After experiencing volatility in the past few sessions amid concerns over the interest rate cut, the U.S. Treasury yields surged sharply after Federal Reserve Chairman Jerome Powell announced to keep the interest rates unchanged. Powell’s comments over the potential decline in inflation added to the sentiments.
Treasury Yields were initially under pressure before Powell’s announcement; yields fell to one-month lows due to sentiments that the decline in inflation is likely to last longer than the expectations. However, yields rose after Powell comments that the decline in inflation is temporary.
The two-year note yields climbed to 2.30% and the 10-year note yields rose to 2.51%. The 30–year bond yield plunged 1.7 basis points to 2.91%; the bond price generally has an inverse relation with yields.
“We think our policy stance is appropriate at the moment and we don’t see a strong case for moving in either direction,” Powell said. “We would be concerned if inflation were running persistently above or below 2%.”
Although the fed kept its interest rate in the range between 2.25% and 2.5%, it reduced the rate on excess reserves from 2.40% to 2.35%.

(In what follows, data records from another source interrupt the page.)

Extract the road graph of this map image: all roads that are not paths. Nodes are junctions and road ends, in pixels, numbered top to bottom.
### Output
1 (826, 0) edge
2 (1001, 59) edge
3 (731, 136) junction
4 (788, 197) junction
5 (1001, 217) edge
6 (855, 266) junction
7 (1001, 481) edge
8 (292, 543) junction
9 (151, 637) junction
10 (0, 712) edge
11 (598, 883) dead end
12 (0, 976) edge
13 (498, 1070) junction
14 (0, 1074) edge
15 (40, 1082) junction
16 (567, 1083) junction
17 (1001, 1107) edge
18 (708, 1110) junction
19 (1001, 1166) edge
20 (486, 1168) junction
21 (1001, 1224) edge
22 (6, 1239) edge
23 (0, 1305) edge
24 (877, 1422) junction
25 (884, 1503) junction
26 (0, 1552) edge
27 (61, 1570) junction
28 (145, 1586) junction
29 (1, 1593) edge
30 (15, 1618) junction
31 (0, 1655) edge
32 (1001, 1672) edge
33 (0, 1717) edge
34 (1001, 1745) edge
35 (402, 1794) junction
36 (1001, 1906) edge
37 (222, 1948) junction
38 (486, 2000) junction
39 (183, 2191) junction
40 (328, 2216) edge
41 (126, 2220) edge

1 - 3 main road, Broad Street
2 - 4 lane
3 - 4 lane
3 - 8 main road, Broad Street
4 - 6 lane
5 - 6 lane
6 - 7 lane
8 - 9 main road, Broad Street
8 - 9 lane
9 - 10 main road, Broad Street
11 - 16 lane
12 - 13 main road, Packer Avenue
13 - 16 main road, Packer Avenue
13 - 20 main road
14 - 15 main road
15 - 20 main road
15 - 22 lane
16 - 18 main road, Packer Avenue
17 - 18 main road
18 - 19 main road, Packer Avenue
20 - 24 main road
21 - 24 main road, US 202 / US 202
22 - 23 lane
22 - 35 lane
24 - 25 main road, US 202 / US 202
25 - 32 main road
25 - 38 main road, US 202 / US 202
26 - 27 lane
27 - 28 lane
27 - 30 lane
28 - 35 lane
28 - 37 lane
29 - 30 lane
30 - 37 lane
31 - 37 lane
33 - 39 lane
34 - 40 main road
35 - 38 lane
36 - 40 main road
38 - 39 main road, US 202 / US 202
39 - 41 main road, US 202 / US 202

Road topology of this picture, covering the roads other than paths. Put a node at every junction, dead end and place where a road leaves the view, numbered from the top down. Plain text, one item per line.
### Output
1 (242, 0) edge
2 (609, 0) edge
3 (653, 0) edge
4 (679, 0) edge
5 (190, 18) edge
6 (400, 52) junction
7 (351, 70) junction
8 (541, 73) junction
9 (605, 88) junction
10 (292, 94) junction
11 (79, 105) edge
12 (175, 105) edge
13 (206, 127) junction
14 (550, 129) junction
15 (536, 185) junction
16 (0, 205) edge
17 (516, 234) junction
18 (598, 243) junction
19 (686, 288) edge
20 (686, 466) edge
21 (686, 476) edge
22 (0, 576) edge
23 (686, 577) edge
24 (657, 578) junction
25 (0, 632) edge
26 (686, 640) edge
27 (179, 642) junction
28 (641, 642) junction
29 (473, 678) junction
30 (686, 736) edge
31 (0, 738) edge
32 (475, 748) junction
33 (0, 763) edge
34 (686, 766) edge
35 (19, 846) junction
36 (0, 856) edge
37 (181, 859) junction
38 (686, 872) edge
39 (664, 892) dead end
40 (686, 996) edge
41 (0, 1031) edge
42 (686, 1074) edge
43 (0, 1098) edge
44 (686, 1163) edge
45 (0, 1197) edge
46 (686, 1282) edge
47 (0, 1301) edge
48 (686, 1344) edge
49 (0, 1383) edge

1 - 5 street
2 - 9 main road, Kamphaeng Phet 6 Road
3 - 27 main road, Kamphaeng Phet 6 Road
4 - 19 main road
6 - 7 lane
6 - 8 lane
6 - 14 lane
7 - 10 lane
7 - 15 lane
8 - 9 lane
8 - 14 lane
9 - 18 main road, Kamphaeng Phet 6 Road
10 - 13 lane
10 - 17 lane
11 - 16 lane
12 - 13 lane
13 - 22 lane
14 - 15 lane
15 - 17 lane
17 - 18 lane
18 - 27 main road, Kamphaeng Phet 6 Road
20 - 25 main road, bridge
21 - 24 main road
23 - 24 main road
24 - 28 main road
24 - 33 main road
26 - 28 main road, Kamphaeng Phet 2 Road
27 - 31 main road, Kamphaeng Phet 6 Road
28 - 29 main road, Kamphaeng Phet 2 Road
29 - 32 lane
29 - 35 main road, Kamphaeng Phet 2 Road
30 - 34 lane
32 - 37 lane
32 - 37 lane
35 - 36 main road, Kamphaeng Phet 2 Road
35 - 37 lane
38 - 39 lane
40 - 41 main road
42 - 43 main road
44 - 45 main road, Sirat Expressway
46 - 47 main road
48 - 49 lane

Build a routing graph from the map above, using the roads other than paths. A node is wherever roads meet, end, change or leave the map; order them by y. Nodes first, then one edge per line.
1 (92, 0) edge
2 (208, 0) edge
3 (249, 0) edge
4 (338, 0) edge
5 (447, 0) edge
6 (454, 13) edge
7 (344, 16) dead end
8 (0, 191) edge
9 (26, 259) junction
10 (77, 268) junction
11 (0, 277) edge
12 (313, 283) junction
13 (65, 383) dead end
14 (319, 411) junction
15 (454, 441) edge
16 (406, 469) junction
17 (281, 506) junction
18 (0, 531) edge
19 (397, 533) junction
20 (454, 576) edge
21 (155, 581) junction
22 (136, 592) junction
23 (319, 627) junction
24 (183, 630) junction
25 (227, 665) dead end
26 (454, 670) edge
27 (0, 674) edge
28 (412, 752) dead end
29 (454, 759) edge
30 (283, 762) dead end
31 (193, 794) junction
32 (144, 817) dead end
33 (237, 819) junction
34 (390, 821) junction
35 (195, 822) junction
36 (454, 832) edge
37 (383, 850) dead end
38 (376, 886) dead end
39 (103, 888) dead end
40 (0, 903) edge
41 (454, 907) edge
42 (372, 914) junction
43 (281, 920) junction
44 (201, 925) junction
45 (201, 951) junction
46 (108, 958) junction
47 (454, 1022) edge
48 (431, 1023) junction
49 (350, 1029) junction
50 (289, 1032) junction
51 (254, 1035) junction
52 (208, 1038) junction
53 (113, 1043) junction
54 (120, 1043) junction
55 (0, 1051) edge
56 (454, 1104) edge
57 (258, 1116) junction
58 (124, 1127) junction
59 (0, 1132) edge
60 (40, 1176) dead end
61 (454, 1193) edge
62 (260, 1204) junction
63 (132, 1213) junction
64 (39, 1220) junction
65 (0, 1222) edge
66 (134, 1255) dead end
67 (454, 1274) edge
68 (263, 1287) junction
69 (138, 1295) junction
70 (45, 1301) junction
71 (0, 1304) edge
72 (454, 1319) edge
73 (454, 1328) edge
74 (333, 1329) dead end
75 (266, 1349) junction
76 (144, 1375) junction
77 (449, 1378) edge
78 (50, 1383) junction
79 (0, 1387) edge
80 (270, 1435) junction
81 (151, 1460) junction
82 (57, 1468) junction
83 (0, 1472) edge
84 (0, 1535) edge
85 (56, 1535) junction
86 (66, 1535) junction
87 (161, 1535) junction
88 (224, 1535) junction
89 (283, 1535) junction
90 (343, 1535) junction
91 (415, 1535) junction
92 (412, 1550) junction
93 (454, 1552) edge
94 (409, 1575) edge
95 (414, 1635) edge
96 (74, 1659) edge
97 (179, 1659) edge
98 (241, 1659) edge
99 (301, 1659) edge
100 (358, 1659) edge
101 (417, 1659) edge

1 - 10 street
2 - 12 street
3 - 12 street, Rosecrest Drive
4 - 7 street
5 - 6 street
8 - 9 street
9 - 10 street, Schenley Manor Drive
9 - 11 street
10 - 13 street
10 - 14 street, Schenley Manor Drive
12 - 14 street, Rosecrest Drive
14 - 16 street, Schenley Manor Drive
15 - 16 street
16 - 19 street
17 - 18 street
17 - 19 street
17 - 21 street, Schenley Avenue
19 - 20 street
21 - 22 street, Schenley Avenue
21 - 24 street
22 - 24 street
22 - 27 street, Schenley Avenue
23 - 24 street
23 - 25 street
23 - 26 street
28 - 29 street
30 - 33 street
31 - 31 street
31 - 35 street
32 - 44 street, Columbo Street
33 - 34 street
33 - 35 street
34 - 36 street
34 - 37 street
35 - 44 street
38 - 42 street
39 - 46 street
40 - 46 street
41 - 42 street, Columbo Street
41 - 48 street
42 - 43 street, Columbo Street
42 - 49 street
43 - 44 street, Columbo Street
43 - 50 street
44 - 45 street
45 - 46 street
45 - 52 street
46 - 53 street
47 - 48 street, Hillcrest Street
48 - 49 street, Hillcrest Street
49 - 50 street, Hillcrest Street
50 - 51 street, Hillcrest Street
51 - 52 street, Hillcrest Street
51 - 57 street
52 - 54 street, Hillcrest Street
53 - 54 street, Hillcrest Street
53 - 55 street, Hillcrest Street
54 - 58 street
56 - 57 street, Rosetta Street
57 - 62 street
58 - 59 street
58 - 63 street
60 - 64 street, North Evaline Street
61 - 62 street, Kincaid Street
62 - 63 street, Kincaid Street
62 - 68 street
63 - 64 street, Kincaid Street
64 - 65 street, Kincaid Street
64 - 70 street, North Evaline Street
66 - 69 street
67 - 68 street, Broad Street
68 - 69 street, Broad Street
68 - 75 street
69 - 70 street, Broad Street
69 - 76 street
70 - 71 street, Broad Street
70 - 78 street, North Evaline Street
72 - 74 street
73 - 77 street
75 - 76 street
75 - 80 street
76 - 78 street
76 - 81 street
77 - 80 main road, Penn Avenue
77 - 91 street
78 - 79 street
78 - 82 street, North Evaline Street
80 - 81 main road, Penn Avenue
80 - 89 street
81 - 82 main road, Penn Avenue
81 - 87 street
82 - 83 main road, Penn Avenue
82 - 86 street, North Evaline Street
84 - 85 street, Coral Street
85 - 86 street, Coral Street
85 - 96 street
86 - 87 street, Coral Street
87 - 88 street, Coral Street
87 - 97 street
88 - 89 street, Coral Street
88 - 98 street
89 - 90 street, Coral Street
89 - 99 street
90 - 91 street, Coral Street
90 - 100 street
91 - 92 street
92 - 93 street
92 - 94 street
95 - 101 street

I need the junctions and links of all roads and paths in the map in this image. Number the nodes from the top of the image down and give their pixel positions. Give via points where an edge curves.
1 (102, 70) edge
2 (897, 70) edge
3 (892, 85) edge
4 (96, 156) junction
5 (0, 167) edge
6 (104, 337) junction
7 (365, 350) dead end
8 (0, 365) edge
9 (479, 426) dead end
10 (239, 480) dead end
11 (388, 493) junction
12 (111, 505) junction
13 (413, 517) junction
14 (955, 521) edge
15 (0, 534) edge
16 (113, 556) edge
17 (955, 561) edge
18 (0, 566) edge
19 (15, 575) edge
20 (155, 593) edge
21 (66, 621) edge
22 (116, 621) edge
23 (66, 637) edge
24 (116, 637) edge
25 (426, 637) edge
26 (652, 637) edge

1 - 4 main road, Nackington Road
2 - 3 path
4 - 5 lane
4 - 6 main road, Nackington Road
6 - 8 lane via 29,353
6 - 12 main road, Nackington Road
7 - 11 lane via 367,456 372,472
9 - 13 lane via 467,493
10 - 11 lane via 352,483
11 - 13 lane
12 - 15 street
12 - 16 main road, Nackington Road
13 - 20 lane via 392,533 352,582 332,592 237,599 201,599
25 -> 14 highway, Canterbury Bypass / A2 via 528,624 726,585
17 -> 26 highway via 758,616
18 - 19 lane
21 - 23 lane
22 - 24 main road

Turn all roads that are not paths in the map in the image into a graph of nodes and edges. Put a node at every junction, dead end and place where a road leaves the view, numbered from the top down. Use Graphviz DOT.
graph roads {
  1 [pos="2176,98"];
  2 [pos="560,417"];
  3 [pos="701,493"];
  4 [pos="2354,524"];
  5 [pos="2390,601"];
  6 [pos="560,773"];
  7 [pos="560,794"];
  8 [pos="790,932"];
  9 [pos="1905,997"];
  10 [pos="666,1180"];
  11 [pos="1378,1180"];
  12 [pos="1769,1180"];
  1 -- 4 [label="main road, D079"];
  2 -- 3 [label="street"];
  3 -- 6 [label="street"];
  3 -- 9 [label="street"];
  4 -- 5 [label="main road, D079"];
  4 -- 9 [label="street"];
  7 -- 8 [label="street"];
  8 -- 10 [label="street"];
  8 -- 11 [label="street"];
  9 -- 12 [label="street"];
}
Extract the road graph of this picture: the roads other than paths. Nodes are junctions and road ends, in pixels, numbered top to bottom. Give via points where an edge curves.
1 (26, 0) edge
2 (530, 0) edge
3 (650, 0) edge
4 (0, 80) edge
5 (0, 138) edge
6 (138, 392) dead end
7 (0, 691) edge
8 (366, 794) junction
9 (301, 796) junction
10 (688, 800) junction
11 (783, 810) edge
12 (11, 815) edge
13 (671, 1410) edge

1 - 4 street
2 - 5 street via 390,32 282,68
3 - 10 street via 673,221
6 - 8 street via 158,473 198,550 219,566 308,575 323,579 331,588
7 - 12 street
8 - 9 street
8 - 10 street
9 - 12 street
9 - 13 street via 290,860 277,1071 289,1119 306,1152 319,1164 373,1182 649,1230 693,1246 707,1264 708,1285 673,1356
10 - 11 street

At the end of last week, consumer spending jumped to 0.9% overall, supported by growth in expenditures on health care and motor vehicles. However, the core personal consumption expenditures remain flat compared to last month but increased 1.6% on a year over year.
Inflations numbers remain the big factor for treasury yield. The Fed officials always like to see inflation in the range of 2%, which they believe is the best level for a healthy economy. Investors and some Fed officials are showing concerns over the decline in inflation numbers particularly due to volatile food and energy categories.